Process theology emerged from Alfred North Whitehead’s book Process and Reality. That book is ridiculously hard to comprehend (or “prehend,” as Whitehead might say). Do progressive Christians know and understand Whitehead’s metaphysical system? I don’t know. My guess is most do not. By “most,” I mean 99%. If you hear a progressive talk about their interest in panentheism, ask them to describe it. Then take a sip of coffee, sit back, and enjoy.

It’s important to understand something before you affirm it. Affirmation without understanding is foolish. I’m not saying I’ve never done this. I have, and from experience I’m trying to avoid as much of it as I can. Now, I have become a slow-cooker for ideas to marinate in...

Greg Boyd, who did his doctoral dissertation at Princeton on process theology, writes,

“I am very concerned that so many progressive thinking evangelicals are flirting with Process Thought. It’s really not a friendly home for anything like orthodox Christianity. While many find the dynamic and relational ontology of process thought, compelling—I can see how this is attractive— the intrinsic nature of the system is hostile to the Christian faith.”  

How is panentheism hostile to the Christian faith? The unorthodox implications, according to Boyd, are these.

  • In PT [Process Theology], God exists eternally in relation to a non-divine world. So PT denies “creation ex nihilo”  
  • In PT, God is bound to metaphysical principles that govern both God and the world. So God isn’t able to really interact with the world as a personal being. God must always, of necessity, respond in ways that the metaphysics of the system stipulate.
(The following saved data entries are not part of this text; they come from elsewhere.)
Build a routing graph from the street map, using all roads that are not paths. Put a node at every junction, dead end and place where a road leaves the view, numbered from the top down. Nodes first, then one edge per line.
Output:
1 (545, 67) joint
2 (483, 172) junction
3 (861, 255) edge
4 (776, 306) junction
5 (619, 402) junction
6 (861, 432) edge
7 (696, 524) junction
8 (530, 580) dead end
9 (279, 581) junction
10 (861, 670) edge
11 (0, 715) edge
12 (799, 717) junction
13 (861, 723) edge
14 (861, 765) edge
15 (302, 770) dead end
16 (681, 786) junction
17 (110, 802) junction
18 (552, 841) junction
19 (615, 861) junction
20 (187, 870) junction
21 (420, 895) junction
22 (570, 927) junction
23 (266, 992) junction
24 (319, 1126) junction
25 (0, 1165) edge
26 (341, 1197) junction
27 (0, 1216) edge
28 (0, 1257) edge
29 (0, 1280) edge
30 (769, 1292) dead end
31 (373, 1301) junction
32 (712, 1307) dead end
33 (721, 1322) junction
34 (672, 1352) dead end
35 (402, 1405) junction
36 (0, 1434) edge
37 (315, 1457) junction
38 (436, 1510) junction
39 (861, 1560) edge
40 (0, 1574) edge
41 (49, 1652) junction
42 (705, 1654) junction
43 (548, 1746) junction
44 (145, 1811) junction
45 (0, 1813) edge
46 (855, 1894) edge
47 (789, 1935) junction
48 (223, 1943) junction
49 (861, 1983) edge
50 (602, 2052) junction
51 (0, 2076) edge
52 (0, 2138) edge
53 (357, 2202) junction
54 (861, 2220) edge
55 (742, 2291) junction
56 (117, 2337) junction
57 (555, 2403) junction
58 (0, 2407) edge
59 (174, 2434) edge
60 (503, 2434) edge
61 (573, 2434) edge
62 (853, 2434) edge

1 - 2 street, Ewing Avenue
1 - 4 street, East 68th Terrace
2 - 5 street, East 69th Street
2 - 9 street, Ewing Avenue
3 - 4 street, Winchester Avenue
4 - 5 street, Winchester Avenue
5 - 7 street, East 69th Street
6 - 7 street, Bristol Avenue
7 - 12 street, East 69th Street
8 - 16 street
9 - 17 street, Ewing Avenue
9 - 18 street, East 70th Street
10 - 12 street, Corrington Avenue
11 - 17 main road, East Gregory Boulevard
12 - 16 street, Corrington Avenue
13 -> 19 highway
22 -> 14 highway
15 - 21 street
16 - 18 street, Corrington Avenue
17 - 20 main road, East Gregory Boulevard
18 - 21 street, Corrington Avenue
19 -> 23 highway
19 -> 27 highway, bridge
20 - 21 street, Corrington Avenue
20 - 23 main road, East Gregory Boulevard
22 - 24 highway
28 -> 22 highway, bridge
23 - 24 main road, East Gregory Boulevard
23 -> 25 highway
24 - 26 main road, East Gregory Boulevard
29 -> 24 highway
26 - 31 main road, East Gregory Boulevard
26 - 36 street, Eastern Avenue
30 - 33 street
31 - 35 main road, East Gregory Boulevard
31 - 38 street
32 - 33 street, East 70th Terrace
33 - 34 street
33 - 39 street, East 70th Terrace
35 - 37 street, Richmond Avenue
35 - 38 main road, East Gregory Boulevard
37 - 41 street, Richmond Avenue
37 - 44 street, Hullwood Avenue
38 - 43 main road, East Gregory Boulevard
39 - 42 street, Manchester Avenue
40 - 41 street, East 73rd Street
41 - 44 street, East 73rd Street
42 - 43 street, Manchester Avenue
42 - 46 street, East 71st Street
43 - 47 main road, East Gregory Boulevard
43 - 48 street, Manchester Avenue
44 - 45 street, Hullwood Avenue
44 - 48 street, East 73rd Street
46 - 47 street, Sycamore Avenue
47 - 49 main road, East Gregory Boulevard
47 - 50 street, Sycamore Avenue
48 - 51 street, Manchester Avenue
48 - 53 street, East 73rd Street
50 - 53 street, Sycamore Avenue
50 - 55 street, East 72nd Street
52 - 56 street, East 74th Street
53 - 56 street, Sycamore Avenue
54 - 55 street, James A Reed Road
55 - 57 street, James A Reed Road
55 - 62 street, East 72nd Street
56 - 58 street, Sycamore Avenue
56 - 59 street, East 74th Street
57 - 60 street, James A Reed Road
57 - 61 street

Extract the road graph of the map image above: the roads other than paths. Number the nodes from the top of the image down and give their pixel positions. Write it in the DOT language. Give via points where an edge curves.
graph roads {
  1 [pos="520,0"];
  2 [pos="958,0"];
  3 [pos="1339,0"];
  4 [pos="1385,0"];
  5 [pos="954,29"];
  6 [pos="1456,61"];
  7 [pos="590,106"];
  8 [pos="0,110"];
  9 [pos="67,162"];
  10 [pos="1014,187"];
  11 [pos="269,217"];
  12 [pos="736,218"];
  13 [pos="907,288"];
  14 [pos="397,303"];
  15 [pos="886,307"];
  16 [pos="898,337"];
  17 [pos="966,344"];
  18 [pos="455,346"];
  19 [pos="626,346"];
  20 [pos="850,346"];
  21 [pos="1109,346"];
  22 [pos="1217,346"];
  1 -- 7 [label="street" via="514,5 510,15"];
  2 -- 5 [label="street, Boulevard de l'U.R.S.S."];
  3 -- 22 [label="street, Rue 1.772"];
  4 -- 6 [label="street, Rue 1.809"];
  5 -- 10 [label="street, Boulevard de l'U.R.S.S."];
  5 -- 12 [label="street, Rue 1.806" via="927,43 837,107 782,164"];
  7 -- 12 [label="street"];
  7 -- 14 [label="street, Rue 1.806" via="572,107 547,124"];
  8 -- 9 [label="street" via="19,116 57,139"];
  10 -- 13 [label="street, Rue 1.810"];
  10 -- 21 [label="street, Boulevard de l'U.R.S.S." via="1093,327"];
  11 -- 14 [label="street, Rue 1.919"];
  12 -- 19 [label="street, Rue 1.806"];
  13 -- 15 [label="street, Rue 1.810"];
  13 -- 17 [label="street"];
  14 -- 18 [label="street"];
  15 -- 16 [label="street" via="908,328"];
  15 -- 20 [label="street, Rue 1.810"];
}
This means…  
  • In PT God can’t intervene in unique ways, like personally answering prayer  
  • In PT God can’t intervene and perform miracles  
  • In PT God can’t become uniquely embodied, as he is in Christ.

(For more explanation, see pp. 88 ff.)

(If you want to try to understand process metaphysics, look at, and go slowly with, Donald Sherburne's A Key to Whitehead's Process and Reality.)